• [WHAT YOU WILL DO]: Retype each line below precisely.

• [MATERIAL SHOWN]:
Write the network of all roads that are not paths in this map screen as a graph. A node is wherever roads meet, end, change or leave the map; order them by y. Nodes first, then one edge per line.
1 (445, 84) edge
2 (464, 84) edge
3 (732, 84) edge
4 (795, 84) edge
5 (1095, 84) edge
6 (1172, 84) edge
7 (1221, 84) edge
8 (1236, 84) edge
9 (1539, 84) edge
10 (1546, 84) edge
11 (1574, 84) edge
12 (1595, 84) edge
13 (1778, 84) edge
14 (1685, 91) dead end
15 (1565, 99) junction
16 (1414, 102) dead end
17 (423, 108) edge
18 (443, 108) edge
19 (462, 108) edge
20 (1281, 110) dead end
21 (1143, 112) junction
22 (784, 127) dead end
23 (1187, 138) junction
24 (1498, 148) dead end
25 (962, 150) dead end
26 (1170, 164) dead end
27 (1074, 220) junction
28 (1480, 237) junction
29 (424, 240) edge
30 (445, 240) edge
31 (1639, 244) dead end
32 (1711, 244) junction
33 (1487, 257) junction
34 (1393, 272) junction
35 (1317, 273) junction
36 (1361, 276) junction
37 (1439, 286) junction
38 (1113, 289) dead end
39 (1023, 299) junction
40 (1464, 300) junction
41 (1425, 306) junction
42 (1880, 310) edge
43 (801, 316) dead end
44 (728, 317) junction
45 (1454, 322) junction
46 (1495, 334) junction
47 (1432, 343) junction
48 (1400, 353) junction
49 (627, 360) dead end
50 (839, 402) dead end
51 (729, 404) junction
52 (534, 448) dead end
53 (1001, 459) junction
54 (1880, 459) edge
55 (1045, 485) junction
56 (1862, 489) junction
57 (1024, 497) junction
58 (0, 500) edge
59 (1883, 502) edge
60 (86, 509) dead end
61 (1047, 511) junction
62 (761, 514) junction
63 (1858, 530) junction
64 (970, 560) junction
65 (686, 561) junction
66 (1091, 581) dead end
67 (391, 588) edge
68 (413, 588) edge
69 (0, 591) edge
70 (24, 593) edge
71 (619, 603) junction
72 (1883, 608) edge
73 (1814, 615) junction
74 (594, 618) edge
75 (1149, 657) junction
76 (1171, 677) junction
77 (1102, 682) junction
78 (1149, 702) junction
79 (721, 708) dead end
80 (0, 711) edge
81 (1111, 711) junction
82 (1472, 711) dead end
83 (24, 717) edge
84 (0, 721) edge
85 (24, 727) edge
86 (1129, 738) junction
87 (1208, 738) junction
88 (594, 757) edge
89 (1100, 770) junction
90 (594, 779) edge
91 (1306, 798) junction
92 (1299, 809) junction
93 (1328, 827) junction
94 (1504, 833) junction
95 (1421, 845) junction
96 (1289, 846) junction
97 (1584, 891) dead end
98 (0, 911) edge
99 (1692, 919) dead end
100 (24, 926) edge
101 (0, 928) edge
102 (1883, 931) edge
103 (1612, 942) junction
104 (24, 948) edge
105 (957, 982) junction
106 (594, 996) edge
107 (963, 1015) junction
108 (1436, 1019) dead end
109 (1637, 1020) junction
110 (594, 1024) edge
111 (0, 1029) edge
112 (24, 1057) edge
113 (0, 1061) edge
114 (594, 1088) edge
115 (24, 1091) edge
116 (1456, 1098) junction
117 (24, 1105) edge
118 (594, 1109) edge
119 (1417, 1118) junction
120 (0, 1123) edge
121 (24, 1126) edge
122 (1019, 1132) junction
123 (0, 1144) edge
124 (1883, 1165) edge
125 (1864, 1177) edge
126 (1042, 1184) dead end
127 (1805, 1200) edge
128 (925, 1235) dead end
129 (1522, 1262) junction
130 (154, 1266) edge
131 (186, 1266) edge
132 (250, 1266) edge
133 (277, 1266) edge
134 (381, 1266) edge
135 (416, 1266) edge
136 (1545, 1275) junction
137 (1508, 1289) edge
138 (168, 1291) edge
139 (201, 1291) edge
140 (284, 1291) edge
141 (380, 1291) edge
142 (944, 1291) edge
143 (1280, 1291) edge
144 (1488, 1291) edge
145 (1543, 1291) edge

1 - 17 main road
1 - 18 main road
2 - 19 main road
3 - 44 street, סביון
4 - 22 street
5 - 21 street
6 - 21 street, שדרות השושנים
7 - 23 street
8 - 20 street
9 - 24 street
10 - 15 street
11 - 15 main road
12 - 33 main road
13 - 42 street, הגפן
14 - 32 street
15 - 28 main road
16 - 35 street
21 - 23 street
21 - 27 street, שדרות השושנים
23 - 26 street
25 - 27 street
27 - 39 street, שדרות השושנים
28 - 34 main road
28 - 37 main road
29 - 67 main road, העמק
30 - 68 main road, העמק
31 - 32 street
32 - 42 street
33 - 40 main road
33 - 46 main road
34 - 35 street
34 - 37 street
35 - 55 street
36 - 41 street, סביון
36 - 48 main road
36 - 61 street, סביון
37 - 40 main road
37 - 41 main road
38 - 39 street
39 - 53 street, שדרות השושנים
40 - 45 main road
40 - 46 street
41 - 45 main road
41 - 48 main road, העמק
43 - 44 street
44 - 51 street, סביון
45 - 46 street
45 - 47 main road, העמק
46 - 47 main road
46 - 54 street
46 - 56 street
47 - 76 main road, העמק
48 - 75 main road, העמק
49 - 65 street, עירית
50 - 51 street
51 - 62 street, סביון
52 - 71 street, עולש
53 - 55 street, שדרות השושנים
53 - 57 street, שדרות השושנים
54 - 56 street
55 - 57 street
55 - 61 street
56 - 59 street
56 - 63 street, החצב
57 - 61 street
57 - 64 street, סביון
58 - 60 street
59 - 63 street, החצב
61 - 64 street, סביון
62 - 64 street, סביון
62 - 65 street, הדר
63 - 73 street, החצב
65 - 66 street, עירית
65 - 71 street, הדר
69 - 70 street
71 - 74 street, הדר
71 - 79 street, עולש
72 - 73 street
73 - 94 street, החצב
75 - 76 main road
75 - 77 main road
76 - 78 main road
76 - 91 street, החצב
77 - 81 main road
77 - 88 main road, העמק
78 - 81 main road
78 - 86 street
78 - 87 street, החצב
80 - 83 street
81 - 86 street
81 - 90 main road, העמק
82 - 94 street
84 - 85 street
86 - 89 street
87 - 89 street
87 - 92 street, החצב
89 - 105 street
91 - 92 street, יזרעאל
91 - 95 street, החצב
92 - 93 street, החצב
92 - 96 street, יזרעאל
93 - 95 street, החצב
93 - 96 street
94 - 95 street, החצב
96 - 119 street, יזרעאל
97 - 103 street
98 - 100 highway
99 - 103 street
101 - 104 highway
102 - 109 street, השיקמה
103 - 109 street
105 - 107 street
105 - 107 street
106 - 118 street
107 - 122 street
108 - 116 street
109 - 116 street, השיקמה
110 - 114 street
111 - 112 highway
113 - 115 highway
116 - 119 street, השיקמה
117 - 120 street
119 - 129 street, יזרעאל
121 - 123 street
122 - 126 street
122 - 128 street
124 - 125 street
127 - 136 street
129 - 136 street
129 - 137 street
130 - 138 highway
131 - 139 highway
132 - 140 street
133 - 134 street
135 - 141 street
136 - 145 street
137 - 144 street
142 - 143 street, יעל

• [OUTPUT OF THE EXERCISE]:
Write the network of all roads that are not paths in this map screen as a graph. A node is wherever roads meet, end, change or leave the map; order them by y. Nodes first, then one edge per line.
1 (445, 84) edge
2 (464, 84) edge
3 (732, 84) edge
4 (795, 84) edge
5 (1095, 84) edge
6 (1172, 84) edge
7 (1221, 84) edge
8 (1236, 84) edge
9 (1539, 84) edge
10 (1546, 84) edge
11 (1574, 84) edge
12 (1595, 84) edge
13 (1778, 84) edge
14 (1685, 91) dead end
15 (1565, 99) junction
16 (1414, 102) dead end
17 (423, 108) edge
18 (443, 108) edge
19 (462, 108) edge
20 (1281, 110) dead end
21 (1143, 112) junction
22 (784, 127) dead end
23 (1187, 138) junction
24 (1498, 148) dead end
25 (962, 150) dead end
26 (1170, 164) dead end
27 (1074, 220) junction
28 (1480, 237) junction
29 (424, 240) edge
30 (445, 240) edge
31 (1639, 244) dead end
32 (1711, 244) junction
33 (1487, 257) junction
34 (1393, 272) junction
35 (1317, 273) junction
36 (1361, 276) junction
37 (1439, 286) junction
38 (1113, 289) dead end
39 (1023, 299) junction
40 (1464, 300) junction
41 (1425, 306) junction
42 (1880, 310) edge
43 (801, 316) dead end
44 (728, 317) junction
45 (1454, 322) junction
46 (1495, 334) junction
47 (1432, 343) junction
48 (1400, 353) junction
49 (627, 360) dead end
50 (839, 402) dead end
51 (729, 404) junction
52 (534, 448) dead end
53 (1001, 459) junction
54 (1880, 459) edge
55 (1045, 485) junction
56 (1862, 489) junction
57 (1024, 497) junction
58 (0, 500) edge
59 (1883, 502) edge
60 (86, 509) dead end
61 (1047, 511) junction
62 (761, 514) junction
63 (1858, 530) junction
64 (970, 560) junction
65 (686, 561) junction
66 (1091, 581) dead end
67 (391, 588) edge
68 (413, 588) edge
69 (0, 591) edge
70 (24, 593) edge
71 (619, 603) junction
72 (1883, 608) edge
73 (1814, 615) junction
74 (594, 618) edge
75 (1149, 657) junction
76 (1171, 677) junction
77 (1102, 682) junction
78 (1149, 702) junction
79 (721, 708) dead end
80 (0, 711) edge
81 (1111, 711) junction
82 (1472, 711) dead end
83 (24, 717) edge
84 (0, 721) edge
85 (24, 727) edge
86 (1129, 738) junction
87 (1208, 738) junction
88 (594, 757) edge
89 (1100, 770) junction
90 (594, 779) edge
91 (1306, 798) junction
92 (1299, 809) junction
93 (1328, 827) junction
94 (1504, 833) junction
95 (1421, 845) junction
96 (1289, 846) junction
97 (1584, 891) dead end
98 (0, 911) edge
99 (1692, 919) dead end
100 (24, 926) edge
101 (0, 928) edge
102 (1883, 931) edge
103 (1612, 942) junction
104 (24, 948) edge
105 (957, 982) junction
106 (594, 996) edge
107 (963, 1015) junction
108 (1436, 1019) dead end
109 (1637, 1020) junction
110 (594, 1024) edge
111 (0, 1029) edge
112 (24, 1057) edge
113 (0, 1061) edge
114 (594, 1088) edge
115 (24, 1091) edge
116 (1456, 1098) junction
117 (24, 1105) edge
118 (594, 1109) edge
119 (1417, 1118) junction
120 (0, 1123) edge
121 (24, 1126) edge
122 (1019, 1132) junction
123 (0, 1144) edge
124 (1883, 1165) edge
125 (1864, 1177) edge
126 (1042, 1184) dead end
127 (1805, 1200) edge
128 (925, 1235) dead end
129 (1522, 1262) junction
130 (154, 1266) edge
131 (186, 1266) edge
132 (250, 1266) edge
133 (277, 1266) edge
134 (381, 1266) edge
135 (416, 1266) edge
136 (1545, 1275) junction
137 (1508, 1289) edge
138 (168, 1291) edge
139 (201, 1291) edge
140 (284, 1291) edge
141 (380, 1291) edge
142 (944, 1291) edge
143 (1280, 1291) edge
144 (1488, 1291) edge
145 (1543, 1291) edge

1 - 17 main road
1 - 18 main road
2 - 19 main road
3 - 44 street, סביון
4 - 22 street
5 - 21 street
6 - 21 street, שדרות השושנים
7 - 23 street
8 - 20 street
9 - 24 street
10 - 15 street
11 - 15 main road
12 - 33 main road
13 - 42 street, הגפן
14 - 32 street
15 - 28 main road
16 - 35 street
21 - 23 street
21 - 27 street, שדרות השושנים
23 - 26 street
25 - 27 street
27 - 39 street, שדרות השושנים
28 - 34 main road
28 - 37 main road
29 - 67 main road, העמק
30 - 68 main road, העמק
31 - 32 street
32 - 42 street
33 - 40 main road
33 - 46 main road
34 - 35 street
34 - 37 street
35 - 55 street
36 - 41 street, סביון
36 - 48 main road
36 - 61 street, סביון
37 - 40 main road
37 - 41 main road
38 - 39 street
39 - 53 street, שדרות השושנים
40 - 45 main road
40 - 46 street
41 - 45 main road
41 - 48 main road, העמק
43 - 44 street
44 - 51 street, סביון
45 - 46 street
45 - 47 main road, העמק
46 - 47 main road
46 - 54 street
46 - 56 street
47 - 76 main road, העמק
48 - 75 main road, העמק
49 - 65 street, עירית
50 - 51 street
51 - 62 street, סביון
52 - 71 street, עולש
53 - 55 street, שדרות השושנים
53 - 57 street, שדרות השושנים
54 - 56 street
55 - 57 street
55 - 61 street
56 - 59 street
56 - 63 street, החצב
57 - 61 street
57 - 64 street, סביון
58 - 60 street
59 - 63 street, החצב
61 - 64 street, סביון
62 - 64 street, סביון
62 - 65 street, הדר
63 - 73 street, החצב
65 - 66 street, עירית
65 - 71 street, הדר
69 - 70 street
71 - 74 street, הדר
71 - 79 street, עולש
72 - 73 street
73 - 94 street, החצב
75 - 76 main road
75 - 77 main road
76 - 78 main road
76 - 91 street, החצב
77 - 81 main road
77 - 88 main road, העמק
78 - 81 main road
78 - 86 street
78 - 87 street, החצב
80 - 83 street
81 - 86 street
81 - 90 main road, העמק
82 - 94 street
84 - 85 street
86 - 89 street
87 - 89 street
87 - 92 street, החצב
89 - 105 street
91 - 92 street, יזרעאל
91 - 95 street, החצב
92 - 93 street, החצב
92 - 96 street, יזרעאל
93 - 95 street, החצב
93 - 96 street
94 - 95 street, החצב
96 - 119 street, יזרעאל
97 - 103 street
98 - 100 highway
99 - 103 street
101 - 104 highway
102 - 109 street, השיקמה
103 - 109 street
105 - 107 street
105 - 107 street
106 - 118 street
107 - 122 street
108 - 116 street
109 - 116 street, השיקמה
110 - 114 street
111 - 112 highway
113 - 115 highway
116 - 119 street, השיקמה
117 - 120 street
119 - 129 street, יזרעאל
121 - 123 street
122 - 126 street
122 - 128 street
124 - 125 street
127 - 136 street
129 - 136 street
129 - 137 street
130 - 138 highway
131 - 139 highway
132 - 140 street
133 - 134 street
135 - 141 street
136 - 145 street
137 - 144 street
142 - 143 street, יעל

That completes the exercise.